Ecco, era l'inizio di altre due noiosissime ore di storia. Una guerra di seguito a un'altra, raccontate monotonamente senza un minimo di fantasia. Di solito cercava di stare attenta, ma quel professore aveva un potentissimo potere sonnifero e si ritrovava sempre a fissare il vuoto. Lo sguardo si posò sul quartetto in fondo alla classe. Appoggiata vicino al muro c'era Verity, sembrava concentrata sulla storia ma aveva la bocca socchiusa in un sorriso strano, cosa che spinse Lydia ad osservare Julia, Theodor e Rose che sembravano altrettanto attenti alla lezione, ma che ridacchiavano e annuivano in momenti non opportuni. Guardò di nuovo Verity che aveva ancora quella strana espressione e capì: ventriloquo. Verity stava raccontando chissà cosa utilizzando la tecnica dei ventriloqui.
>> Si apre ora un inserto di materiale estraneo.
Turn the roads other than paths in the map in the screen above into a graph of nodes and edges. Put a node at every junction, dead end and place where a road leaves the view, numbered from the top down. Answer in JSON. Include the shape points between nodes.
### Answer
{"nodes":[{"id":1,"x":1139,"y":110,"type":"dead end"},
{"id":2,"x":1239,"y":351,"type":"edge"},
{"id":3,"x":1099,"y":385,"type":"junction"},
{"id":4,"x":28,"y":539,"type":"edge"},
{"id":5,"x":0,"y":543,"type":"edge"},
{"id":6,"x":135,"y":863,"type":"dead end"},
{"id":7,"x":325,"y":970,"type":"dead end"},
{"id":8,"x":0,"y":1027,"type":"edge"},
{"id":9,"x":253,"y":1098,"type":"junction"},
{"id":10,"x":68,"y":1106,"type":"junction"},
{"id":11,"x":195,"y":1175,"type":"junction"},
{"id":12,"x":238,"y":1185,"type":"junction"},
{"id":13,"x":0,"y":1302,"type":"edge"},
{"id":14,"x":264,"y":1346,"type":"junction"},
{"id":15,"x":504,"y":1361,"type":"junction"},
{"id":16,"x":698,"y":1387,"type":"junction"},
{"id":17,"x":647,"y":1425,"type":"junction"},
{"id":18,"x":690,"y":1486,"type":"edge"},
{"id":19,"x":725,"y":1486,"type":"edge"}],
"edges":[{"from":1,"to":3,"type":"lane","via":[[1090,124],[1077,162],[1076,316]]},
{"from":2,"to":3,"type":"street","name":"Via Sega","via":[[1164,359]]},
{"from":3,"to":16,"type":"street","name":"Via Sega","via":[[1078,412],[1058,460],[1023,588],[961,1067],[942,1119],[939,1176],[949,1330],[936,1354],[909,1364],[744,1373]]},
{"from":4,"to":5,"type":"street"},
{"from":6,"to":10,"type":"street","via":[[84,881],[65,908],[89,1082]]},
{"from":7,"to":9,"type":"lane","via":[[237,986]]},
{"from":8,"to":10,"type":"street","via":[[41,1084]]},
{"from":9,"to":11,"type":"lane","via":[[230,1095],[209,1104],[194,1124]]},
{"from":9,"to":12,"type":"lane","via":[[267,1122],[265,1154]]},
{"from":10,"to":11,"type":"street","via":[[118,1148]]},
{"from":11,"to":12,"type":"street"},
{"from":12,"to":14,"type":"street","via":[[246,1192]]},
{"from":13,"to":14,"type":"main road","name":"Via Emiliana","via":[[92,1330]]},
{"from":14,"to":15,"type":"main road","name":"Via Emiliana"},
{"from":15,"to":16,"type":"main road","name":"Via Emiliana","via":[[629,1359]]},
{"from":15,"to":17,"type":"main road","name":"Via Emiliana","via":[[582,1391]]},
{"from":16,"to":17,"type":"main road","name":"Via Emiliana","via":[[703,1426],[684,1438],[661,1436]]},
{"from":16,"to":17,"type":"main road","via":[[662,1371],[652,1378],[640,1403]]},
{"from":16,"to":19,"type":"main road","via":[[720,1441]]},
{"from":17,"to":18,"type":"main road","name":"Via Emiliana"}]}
Non si smentivano mai quei quattro. Sembravano sempre dei santarellini, ma durante le lezioni facevano di tutto fuorché stare attenti.
Quando era arrivata per la prima volta in quella classe, la sua vicina di banco, le aveva spiegato brevemente le situazioni e gli intrecci che si erano formati nei passati quattro anni.
C'erano le classiche coppie di migliori amici, il gruppo di Verity, Julie, Theodor e Rose, che era stato soprannominato "Il Quartetto" e poi restavano i vari ragazzi isolati, che erano definiti strani.
Beh, era ovvio che lei fosse catalogata fra questi ultimi.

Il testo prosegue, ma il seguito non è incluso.